The basic idea behind data-seekers, as I see it, is that we should pay more for better care and less for lesser care. That intuitively makes good sense. It may sound simple, but it is not, and the process can be distorted by a few cases with horrible outcomes and by hospitals’ locations and their varying constituencies and their expectations.
It is fashionable in government and managerial circles to say that anything that can measured can be managed. It is also fashionable, in conservative circles, to say that health care is so full on interactive permutations and combinations and personal considerations and choices that only the impersonal forces of the market can sort it all out. Finally, there are those who say hospital care is too “secretive,” and therefore only data and total “transparency” can identify the best, reveal the outliers, and smooth out cost and quality variabilities.
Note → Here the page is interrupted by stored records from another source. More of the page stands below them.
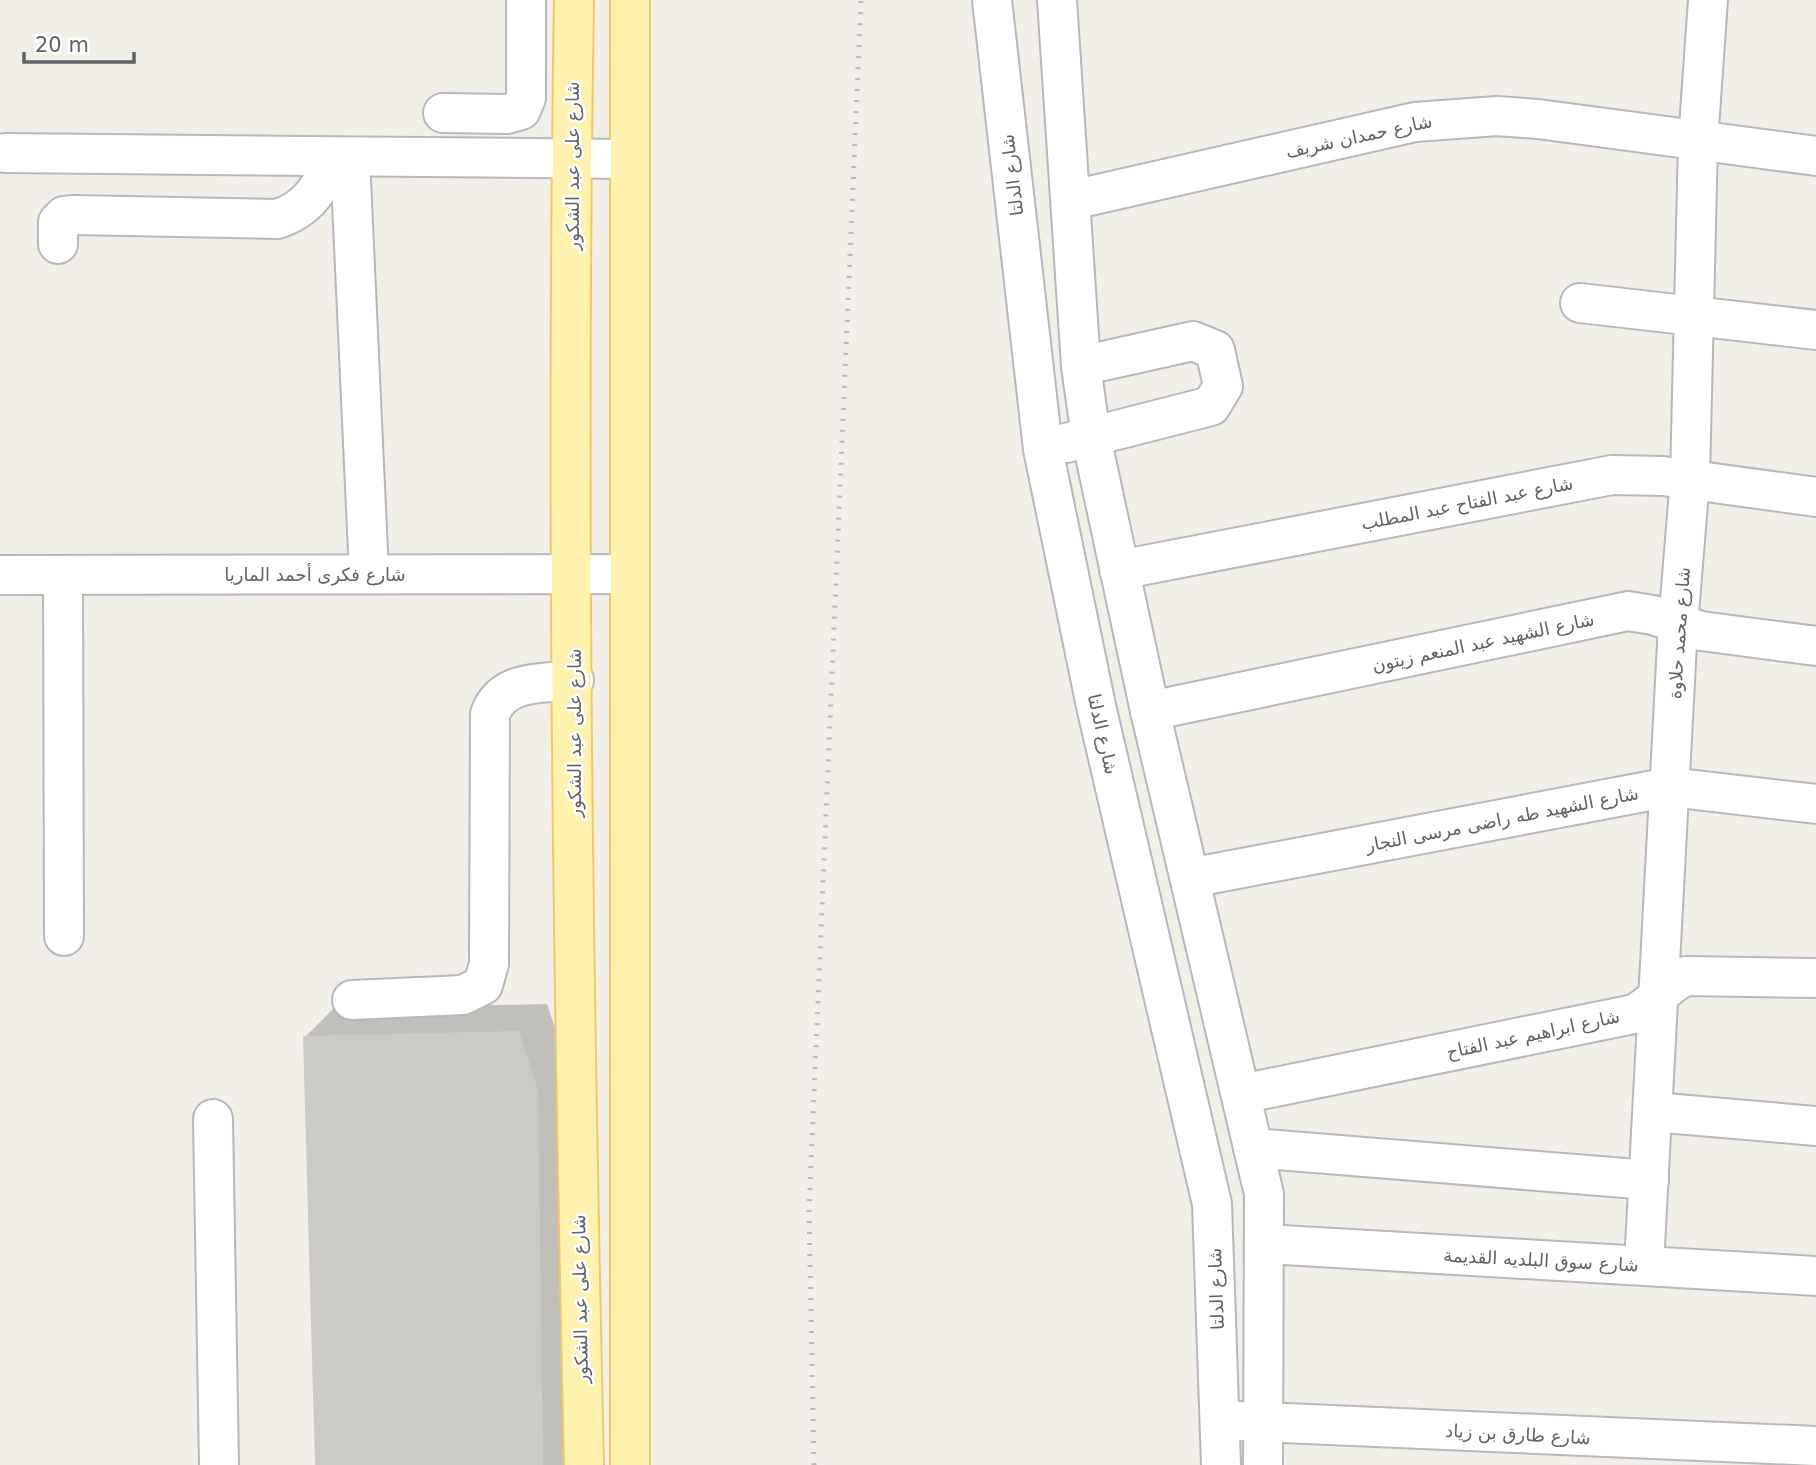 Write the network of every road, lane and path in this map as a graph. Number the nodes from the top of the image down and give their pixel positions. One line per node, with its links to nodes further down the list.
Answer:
1 (526, 0): 8 (street)
2 (574, 0): 15 (main road, شارع على عبد الشكور)
3 (630, 0): 13 (main road)
4 (992, 0): 17 (street, شارع الدلتا)
5 (1057, 0): 16 (street)
6 (1708, 0): 9 (street, شارع محمد حلاوة)
7 (443, 113): 8 (street)
8 (494, 114): 14 (street)
9 (1698, 141): 11 (street, شارع حمدان شريف); 16 (street, شارع حمدان شريف); 20 (street, شارع محمد حلاوة)
10 (5, 153): 12 (street)
11 (1816, 156)
12 (342, 157): 14 (street); 18 (street); 29 (street)
13 (629, 159): 15 (street); 31 (main road)
14 (494, 160): 15 (street)
15 (571, 160): 30 (main road, شارع على عبد الشكور)
16 (1073, 216): 17 (street, شارع حمدان شريف); 22 (street)
17 (1021, 242): 23 (street, شارع الدلتا)
18 (58, 244)
19 (1580, 303): 20 (street)
20 (1692, 316): 21 (street); 26 (street, شارع محمد حلاوة)
21 (1816, 330)
22 (1081, 374): 23 (street); 24 (street); 24 (street)
23 (1036, 391): 25 (street, شارع الدلتا)
24 (1091, 437): 25 (street); 28 (street)
25 (1043, 449): 54 (street, شارع الدلتا)
26 (1690, 479): 27 (street, شارع عبد الفتاح عبد المطلب); 28 (street, شارع عبد الفتاح عبد المطلب); 34 (street, شارع محمد حلاوة)
27 (1816, 497)
28 (1119, 570): 37 (street)
29 (369, 574): 30 (street, شارع فكرى أحمد الماريا); 33 (street, شارع فكرى أحمد الماريا)
30 (573, 574): 31 (street, شارع فكرى أحمد الماريا); 36 (main road, شارع على عبد الشكور)
31 (629, 574): 60 (main road)
32 (0, 575): 33 (street, شارع فكرى أحمد الماريا)
33 (63, 575): 41 (street)
34 (1678, 625): 35 (street, شارع الشهيد عبد المنعم زيتون); 37 (street, شارع الشهيد عبد المنعم زيتون); 38 (street, شارع محمد حلاوة)
35 (1816, 646)
36 (574, 680): 44 (street); 59 (main road, شارع على عبد الشكور)
37 (1150, 711): 40 (street)
38 (1670, 787): 39 (street, شارع الشهيد طه راضى مرسى النجار); 40 (street, شارع الشهيد طه راضى مرسى النجار); 43 (street, شارع محمد حلاوة)
39 (1816, 804)
40 (1190, 878): 45 (street)
41 (64, 936)
42 (1816, 978): 43 (street, شارع ابراهيم عبد الفتاح)
43 (1659, 996): 45 (street, شارع ابراهيم عبد الفتاح); 46 (street, شارع محمد حلاوة)
44 (352, 1000)
45 (1241, 1094): 49 (street)
46 (1653, 1112): 48 (street); 50 (street, شارع محمد حلاوة)
47 (213, 1119): 58 (street)
48 (1816, 1126)
49 (1253, 1148): 50 (street); 51 (street)
50 (1649, 1180): 52 (street, شارع محمد حلاوة)
51 (1266, 1244): 52 (street, شارع سوق البلديه القديمة); 55 (street)
52 (1644, 1265): 53 (street, شارع سوق البلديه القديمة)
53 (1816, 1276)
54 (1221, 1421): 55 (street, شارع طارق بن زياد); 61 (street, شارع الدلتا)
55 (1264, 1421): 57 (street, شارع طارق بن زياد); 62 (street)
56 (1816, 1446): 57 (street, شارع طارق بن زياد)
57 (1607, 1451)
58 (219, 1465)
59 (584, 1465)
60 (629, 1465)
61 (1221, 1465)
62 (1263, 1465)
All of these critics may be right and yet all of them may be wrong. Unfortunately, variable costs, variable quality, and variable outcomes are a function of humanity, regional cultures and their constituencies. Independent variables are part of the human condition. Some of these variations may be beyond managerial control. Health costs are 30% higher in Boston, because the Boston public is enamored with the halo of quality surrounding academic medical centers. Health costs in Miami are higher because the seniors there may consider health care “free” because of Medicare and Medigap policies. In New York City, last illnesses are 40% higher at Columbia Presbyterian than at the Mayo Clinic because people have different cultural expectations, e.g. access to the best independent specialists. Variation in cost, quality, and outcomes is not always about greed or fraud or mismanagement. They may be about cultural expectations.
I remember Peter F. Drucker’s comment, “Large health care organizations may be the most complex organizations in human history.” It’s going to take a while to establish criteria to judge and sort out the good, the bad, and the ugly. Public disclosure of outcome data and performance data on the processes of care may help, but they are only part of a complicated human equation.